The problem => Every entry in the data that follows should come back exactly, pictures aside.

--- START ---

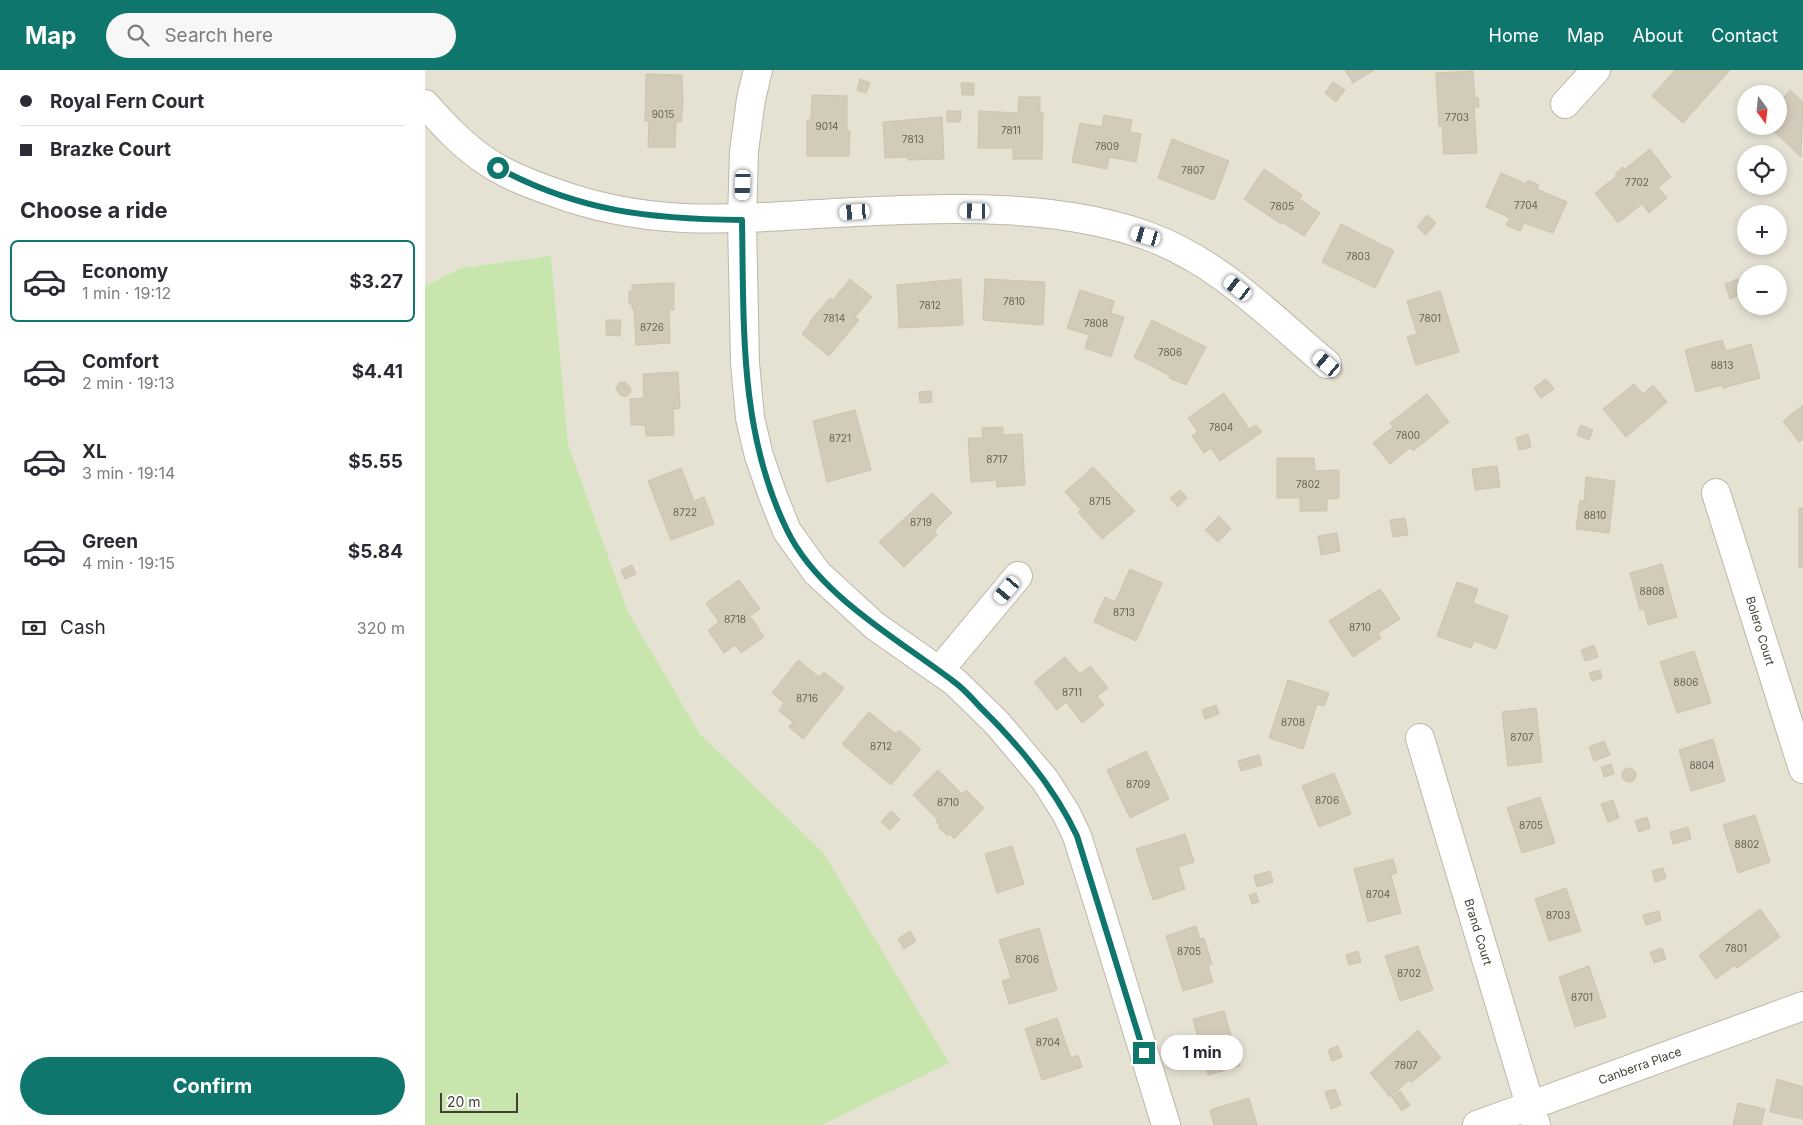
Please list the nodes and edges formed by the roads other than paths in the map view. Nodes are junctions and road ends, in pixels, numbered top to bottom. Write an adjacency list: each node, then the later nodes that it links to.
1 (758, 70): 5 (street)
2 (1596, 70): 4 (street)
3 (425, 104): 5 (street)
4 (1565, 104)
5 (742, 220): 6 (street); 9 (street)
6 (1327, 364)
7 (1716, 493): 11 (street, Bolero Court)
8 (1018, 576): 9 (street)
9 (939, 671): 14 (street)
10 (1420, 738): 13 (street, Brand Court)
11 (1803, 769)
12 (1803, 1006): 13 (street, Canberra Place)
13 (1533, 1115): 15 (street, Canberra Place)
14 (1166, 1125)
15 (1477, 1125)

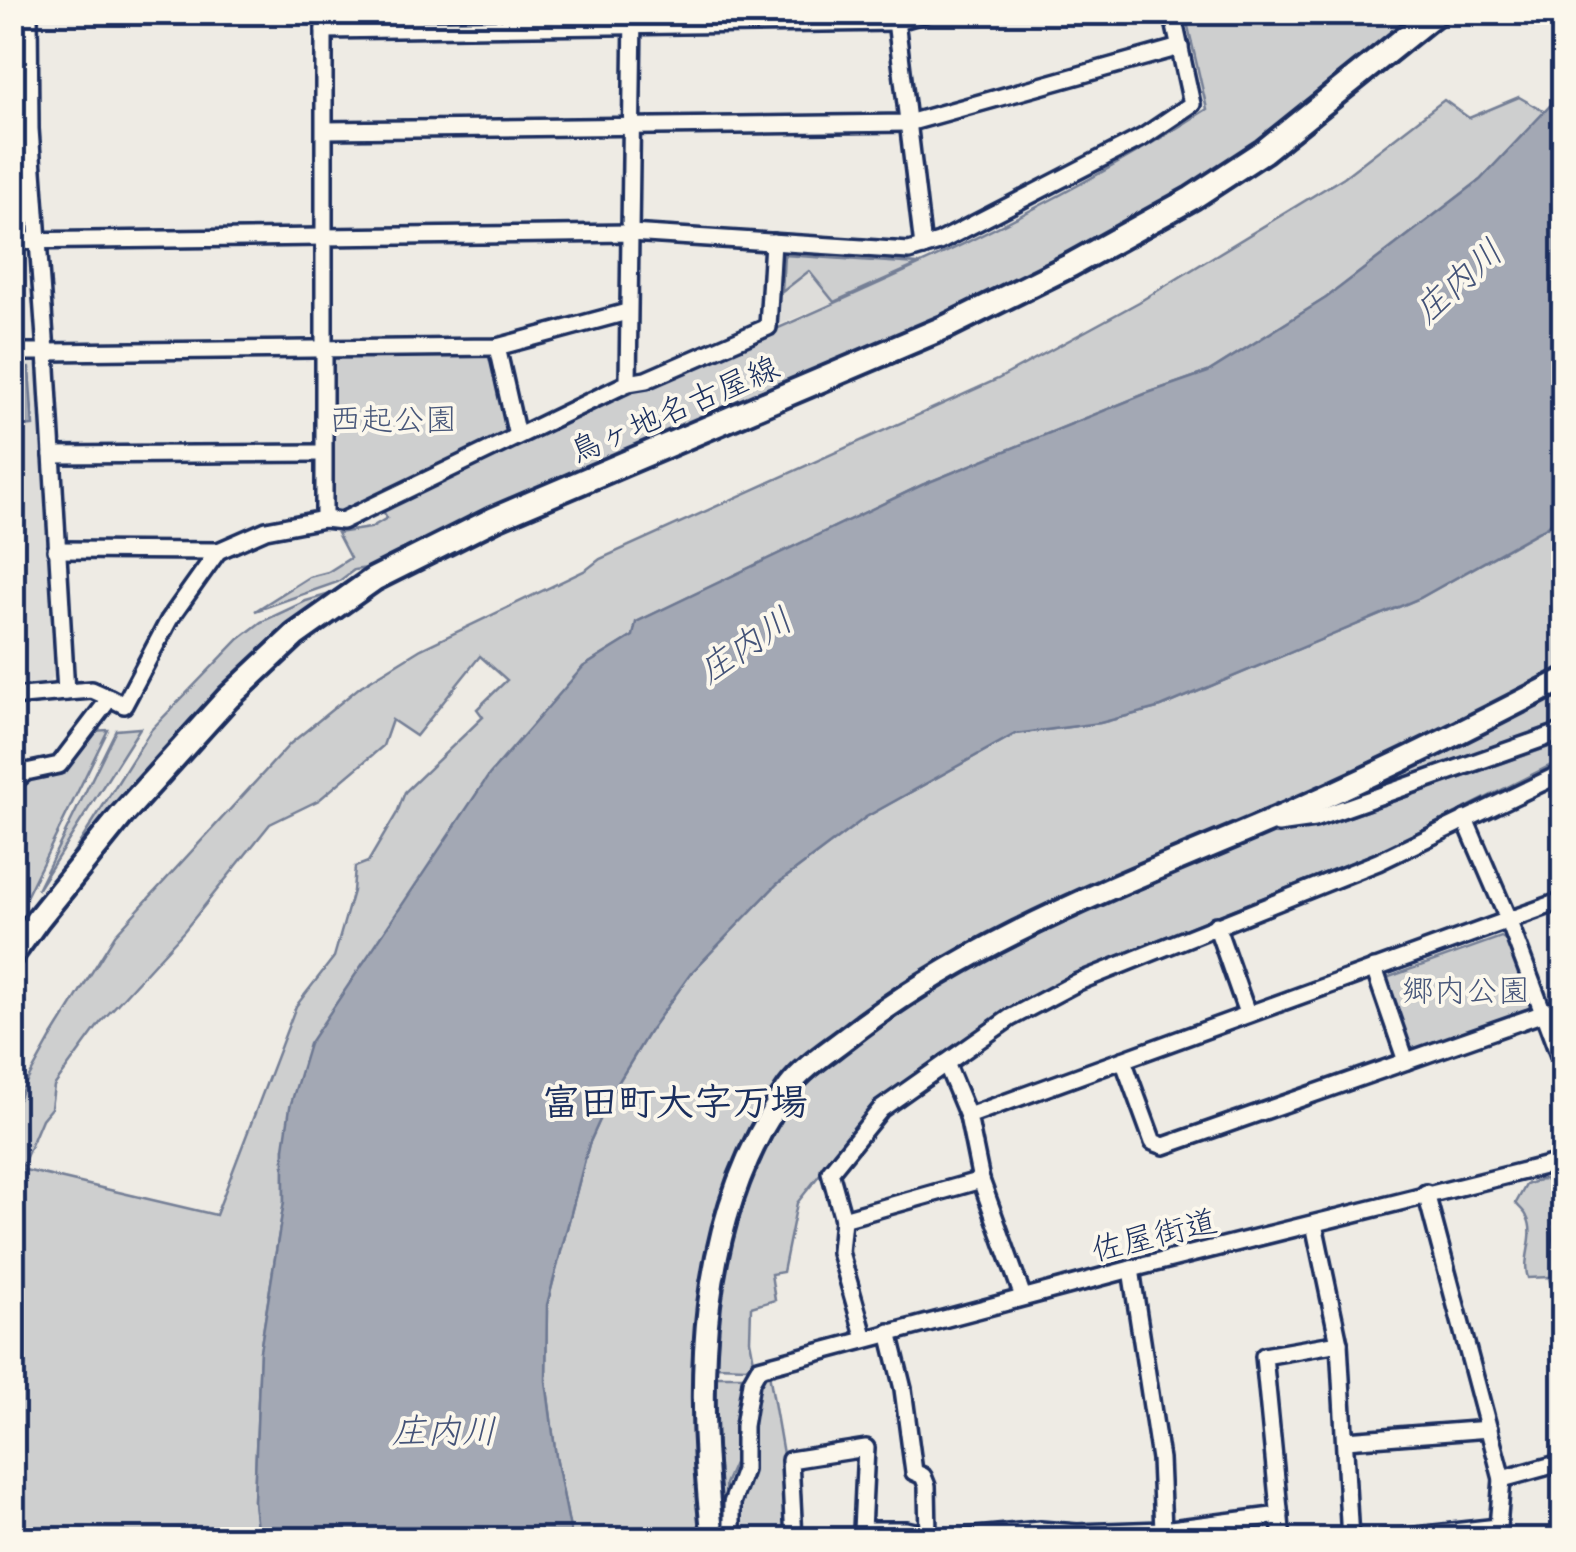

--- END ---

Result of the task =>
Please list the nodes and edges formed by the roads other than paths in the map view. Nodes are junctions and road ends, in pixels, numbered top to bottom. Write an adjacency list: each node, then the later nodes that it links to.
1 (758, 70): 5 (street)
2 (1596, 70): 4 (street)
3 (425, 104): 5 (street)
4 (1565, 104)
5 (742, 220): 6 (street); 9 (street)
6 (1327, 364)
7 (1716, 493): 11 (street, Bolero Court)
8 (1018, 576): 9 (street)
9 (939, 671): 14 (street)
10 (1420, 738): 13 (street, Brand Court)
11 (1803, 769)
12 (1803, 1006): 13 (street, Canberra Place)
13 (1533, 1115): 15 (street, Canberra Place)
14 (1166, 1125)
15 (1477, 1125)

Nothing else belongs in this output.